By the time they reached the city, to his shame, Nicky had learned very little about Joe’s life while Joe seemed to be cataloguing Nicky’s.
“Are you a historian or a mercenary?” Nicky finally asked when he found a spot in a narrow alley to park the car. It was already dark out.
“Can’t I be both?” Joe asked, sitting up to look around. “Where?”
Nicky got out, opened the back door and put everything he needed into the backpacks. There were two. He passed one to Joe who took it without question. “I’m going to get us someplace to sleep. Tomorrow we’re catching a train.”
Joe nodded, slung the bag over his shoulder and followed him around the building and up the street. He didn’t ask why they were staying in a dive motel on this side of town or where their end destination was. Nicky was starting to worry that Joe was all around too trusting. He was going to have to keep an eye on him.
He surprised himself with that thought. Not sure if he really thought he needed to keep an eye on Joe for Joe’s sake, or if he just wanted to. There was something about him, something so easy to be with and so calming. He filled some long hollow silence inside Nicky’s chest.
He was monetarily surprised when they spoke to the owner of the building and Joe knew Farsi. He even gave Nicky a cocky smirk and a wink when he negotiated the already abysmally low cost of a room. The man insisted there was only one room available in the building and they took it.
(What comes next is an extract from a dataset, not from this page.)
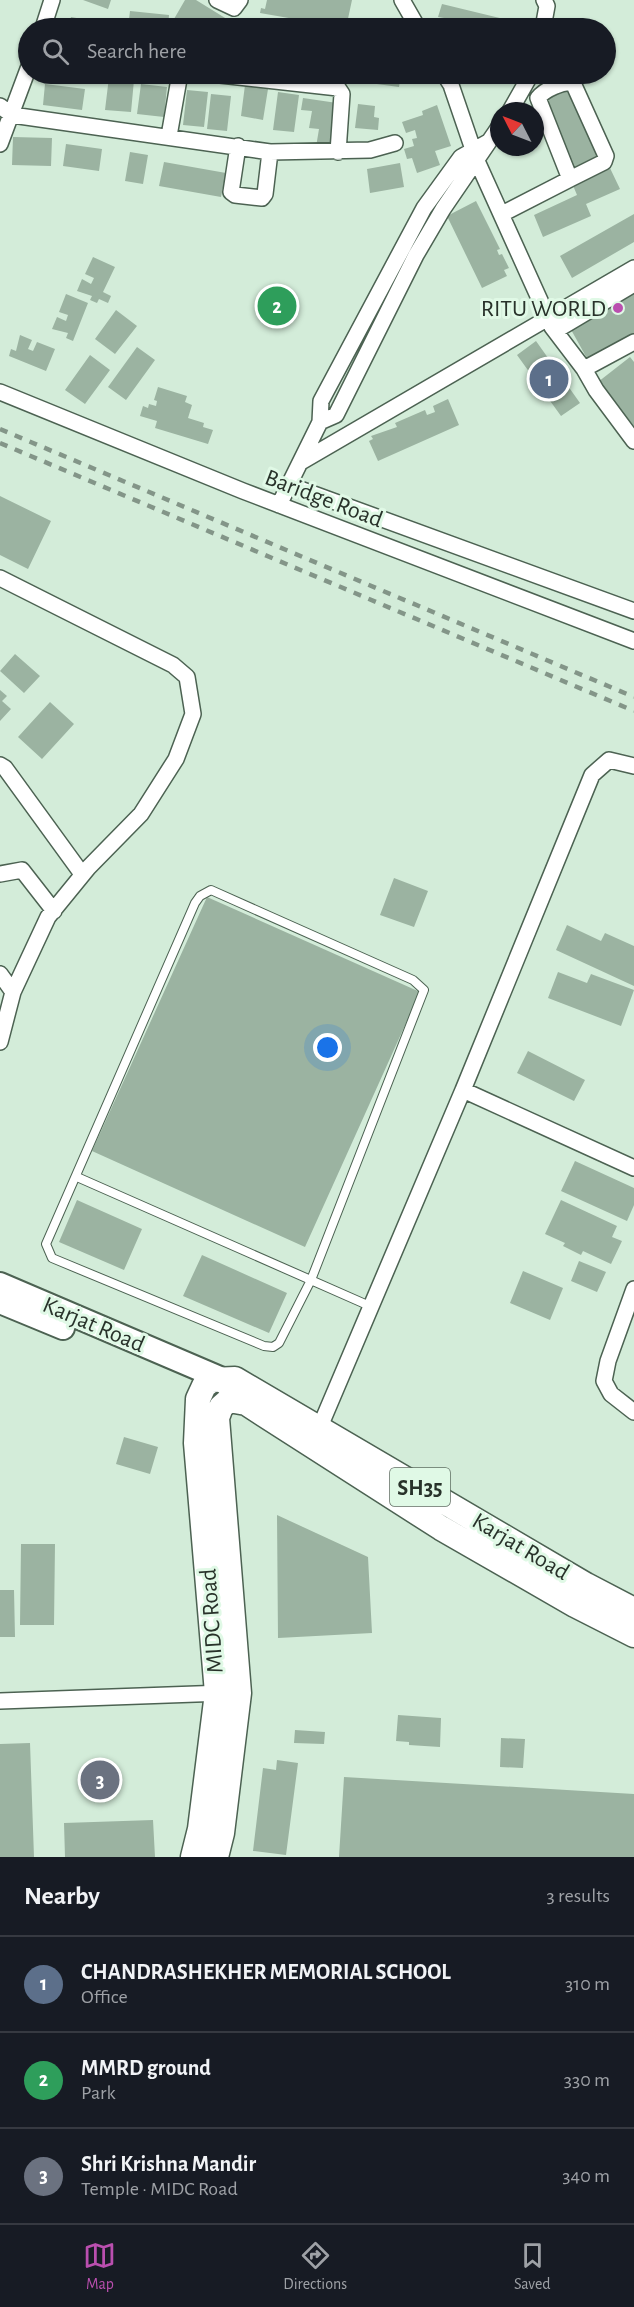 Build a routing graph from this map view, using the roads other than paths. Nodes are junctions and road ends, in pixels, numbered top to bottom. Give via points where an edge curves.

Nicky paid and led the way upstairs. He walked into the tiny room first, frowning at the one narrow bed and short table. Not even a chair. He dropped his bag in the corner and turned, closing the door when Joe walked in, piling his things close Nicky’s. Surprisingly, he hadn’t complained yet, not even a disgruntled groan.
“Take the bed,” Nicky told him. He could sleep sitting with his back to the wall. He’d slept in worse places.
Joe raised an eyebrow, those eyes tracking Nicky. He felt them even before he turned and met them. “There’s room,” he insisted and turned away long enough to settle himself on his side on the bed, his back to the wall and that small piece of mattress left like an invitation.
Nicky stared. He wasn’t sure what exactly about this was the most alarming to him—that this beautiful stranger was inviting him so casually into his bed, or that he trusted Nicky so much. Why? All he had done was come out and collect him from the desert. He told himself it would have been exactly the same if Nile had come instead of himself.
Joe smirked sleepily at Nicky’s hesitation. “If I get handsy with you, you could kill me, right?”
Nicky laughed before he could stop himself and took those two steps to the bed. He turned and laid down on his side, back to Joe so that he could see the door. His heart beat faster in his chest, faster than he’d felt it beat in centuries.
“Seriously, just elbow me if I get in your space,” Joe said, no longer a joke but laced with a yawn.
Nicky turned out the light on the little bedside table. There wasn’t enough room on the bed to have any real division of space other than where they physically aligned. At one point in the night Nicky started to tip forward from the edge, waking just as he was about to fall off the bed. Only he didn’t fall. An arm had hooked around his waist and pulled him back, pressing his back to Joe’s chest.
Nicky’s mind raced, still between awake and asleep.
“Okay?” Joe asked in a grumbly, tired voice of his own, his palm warm where it pressed to Nicky’s stomach.
“Yeah,” Nicky agreed and they both fell back asleep.